“Entre o Real e o Fantástico – Memórias de Trancoso nos anos
60”, é o título da mais recente publicação de Luís Vieira Rente, onde relata
episódios da sua infância e adolescência que viveu na terra de Bandarra.
Numa escrita leve e descontraída, às vezes com travo de
sátira e humor subliminar, Rente inscreve recortes de prosa apurada e simultâneamente travos de storytelling,
por entre uma narrativa corrida de histórias de sua vida enquanto jovem. Histórias
de vida banais, em Trancoso, como em tantos lugares recônditos, de um país
soterrado em expedientes de vida difícil, onde perpassam alegrias e feitos de
quem se contenta com pouco.
Uma escrita escorreita, onde num quadro real se contemplam descrições de vizinhanças, andanças e locais
míticos, colocando ênfase nos primeiros estudos e episódios de juventude de
Rente, para quem a origem do apelido contínua envolta em mistério.
Nesta escrita, entre episódios reais e outros tantos
disfarçados de fantásticos, espreita a hilariante descrição de episódios de vida
simples, onde pontuam pessoas e lugares que marcaram a época.
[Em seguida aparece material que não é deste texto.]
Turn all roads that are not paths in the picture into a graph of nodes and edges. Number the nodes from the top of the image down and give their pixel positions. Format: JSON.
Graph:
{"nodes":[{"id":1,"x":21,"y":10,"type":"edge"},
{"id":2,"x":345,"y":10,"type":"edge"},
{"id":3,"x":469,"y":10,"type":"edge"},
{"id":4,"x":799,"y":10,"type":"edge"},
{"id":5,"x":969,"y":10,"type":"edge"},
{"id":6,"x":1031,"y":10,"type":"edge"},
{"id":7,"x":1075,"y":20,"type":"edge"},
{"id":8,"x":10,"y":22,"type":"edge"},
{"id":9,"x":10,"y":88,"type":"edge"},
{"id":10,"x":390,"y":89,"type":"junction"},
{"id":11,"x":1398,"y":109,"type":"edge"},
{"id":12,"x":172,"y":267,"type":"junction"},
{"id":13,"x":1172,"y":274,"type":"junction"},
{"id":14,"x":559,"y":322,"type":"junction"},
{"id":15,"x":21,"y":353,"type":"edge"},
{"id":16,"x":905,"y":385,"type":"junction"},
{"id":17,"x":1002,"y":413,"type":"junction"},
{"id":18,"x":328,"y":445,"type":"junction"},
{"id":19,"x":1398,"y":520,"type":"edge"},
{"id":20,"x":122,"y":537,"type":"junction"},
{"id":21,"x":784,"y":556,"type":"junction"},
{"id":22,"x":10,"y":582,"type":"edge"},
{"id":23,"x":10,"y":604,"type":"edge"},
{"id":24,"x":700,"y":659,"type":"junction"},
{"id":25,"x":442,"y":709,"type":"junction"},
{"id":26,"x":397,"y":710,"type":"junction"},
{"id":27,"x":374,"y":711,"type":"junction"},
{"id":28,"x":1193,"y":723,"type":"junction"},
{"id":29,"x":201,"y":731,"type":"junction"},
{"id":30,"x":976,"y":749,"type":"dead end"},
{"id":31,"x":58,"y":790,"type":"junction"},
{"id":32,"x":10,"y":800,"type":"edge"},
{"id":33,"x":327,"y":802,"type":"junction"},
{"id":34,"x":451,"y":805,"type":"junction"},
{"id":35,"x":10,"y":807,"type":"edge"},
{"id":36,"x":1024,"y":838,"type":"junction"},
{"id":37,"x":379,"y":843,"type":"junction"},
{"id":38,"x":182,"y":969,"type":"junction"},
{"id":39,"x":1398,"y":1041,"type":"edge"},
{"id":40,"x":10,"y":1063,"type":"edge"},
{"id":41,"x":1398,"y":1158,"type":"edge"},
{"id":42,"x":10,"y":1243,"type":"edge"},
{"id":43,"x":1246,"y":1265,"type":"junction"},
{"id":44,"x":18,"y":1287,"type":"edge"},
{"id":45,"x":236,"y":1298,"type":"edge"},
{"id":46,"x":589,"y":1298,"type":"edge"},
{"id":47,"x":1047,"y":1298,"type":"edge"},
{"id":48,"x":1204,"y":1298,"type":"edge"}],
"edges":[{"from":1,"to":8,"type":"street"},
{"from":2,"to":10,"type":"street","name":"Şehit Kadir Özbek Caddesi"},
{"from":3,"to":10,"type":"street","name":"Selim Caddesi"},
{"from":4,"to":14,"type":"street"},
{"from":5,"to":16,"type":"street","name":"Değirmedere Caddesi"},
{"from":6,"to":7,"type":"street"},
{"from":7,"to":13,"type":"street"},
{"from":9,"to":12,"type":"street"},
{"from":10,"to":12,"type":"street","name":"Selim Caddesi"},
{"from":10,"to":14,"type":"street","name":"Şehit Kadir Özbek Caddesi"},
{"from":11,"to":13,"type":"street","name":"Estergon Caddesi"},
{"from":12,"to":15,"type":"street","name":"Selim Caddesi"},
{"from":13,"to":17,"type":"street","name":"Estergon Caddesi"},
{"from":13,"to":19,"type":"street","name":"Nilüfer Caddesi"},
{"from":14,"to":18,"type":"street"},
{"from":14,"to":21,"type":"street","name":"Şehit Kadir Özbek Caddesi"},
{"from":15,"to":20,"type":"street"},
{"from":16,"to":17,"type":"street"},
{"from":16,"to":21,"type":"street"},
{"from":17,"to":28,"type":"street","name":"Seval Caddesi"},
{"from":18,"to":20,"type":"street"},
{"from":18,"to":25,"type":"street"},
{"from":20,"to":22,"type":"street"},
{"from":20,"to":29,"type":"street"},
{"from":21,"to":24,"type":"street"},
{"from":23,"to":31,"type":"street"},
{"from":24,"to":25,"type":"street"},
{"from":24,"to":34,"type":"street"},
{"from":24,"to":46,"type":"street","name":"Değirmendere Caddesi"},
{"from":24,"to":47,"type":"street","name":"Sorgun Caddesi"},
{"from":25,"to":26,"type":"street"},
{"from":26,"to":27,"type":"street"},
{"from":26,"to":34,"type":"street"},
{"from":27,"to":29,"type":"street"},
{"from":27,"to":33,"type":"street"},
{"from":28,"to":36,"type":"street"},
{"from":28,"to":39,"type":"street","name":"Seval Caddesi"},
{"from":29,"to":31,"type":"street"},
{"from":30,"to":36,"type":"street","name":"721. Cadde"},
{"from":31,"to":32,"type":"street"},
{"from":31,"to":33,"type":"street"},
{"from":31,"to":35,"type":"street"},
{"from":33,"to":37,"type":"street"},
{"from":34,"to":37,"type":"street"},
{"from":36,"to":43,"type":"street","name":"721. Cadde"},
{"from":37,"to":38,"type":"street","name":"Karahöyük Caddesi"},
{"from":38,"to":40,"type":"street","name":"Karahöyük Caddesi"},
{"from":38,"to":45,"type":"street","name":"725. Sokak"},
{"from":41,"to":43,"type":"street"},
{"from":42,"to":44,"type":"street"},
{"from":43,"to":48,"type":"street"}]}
Quem é de
Trancoso e tem mais de quarenta, revê isso mesmo, lugares e pessoas. Quem não
é, como eu, entra num universo de histórias encantadoras. Simples episódios,
como as que rodam à volta da Pacheca, o autocarro da Companhia Manuel Pacheco,
que diariamente fazia o percurso Lamego – Guarda e retorno, onde iam e vinham
encomendas, sobre o olhar atento do cobrador, ”um homem honestíssimo, o senhor
Araújo de seu nome”.
Ingredientes bastos, entrecruzando entre os tempos livres, o
desporto e o clube da terra, as peripécias e os jogos, os homens que passaram e
fizeram história, ou as mulheres simples e influentes na vida da vila, como a
cabeleireira, a modista ou a professora. O café, lugar de encontro e afetos, o
Senhor da Pedra, altar de celebrações da Primavera e deambulações diversas.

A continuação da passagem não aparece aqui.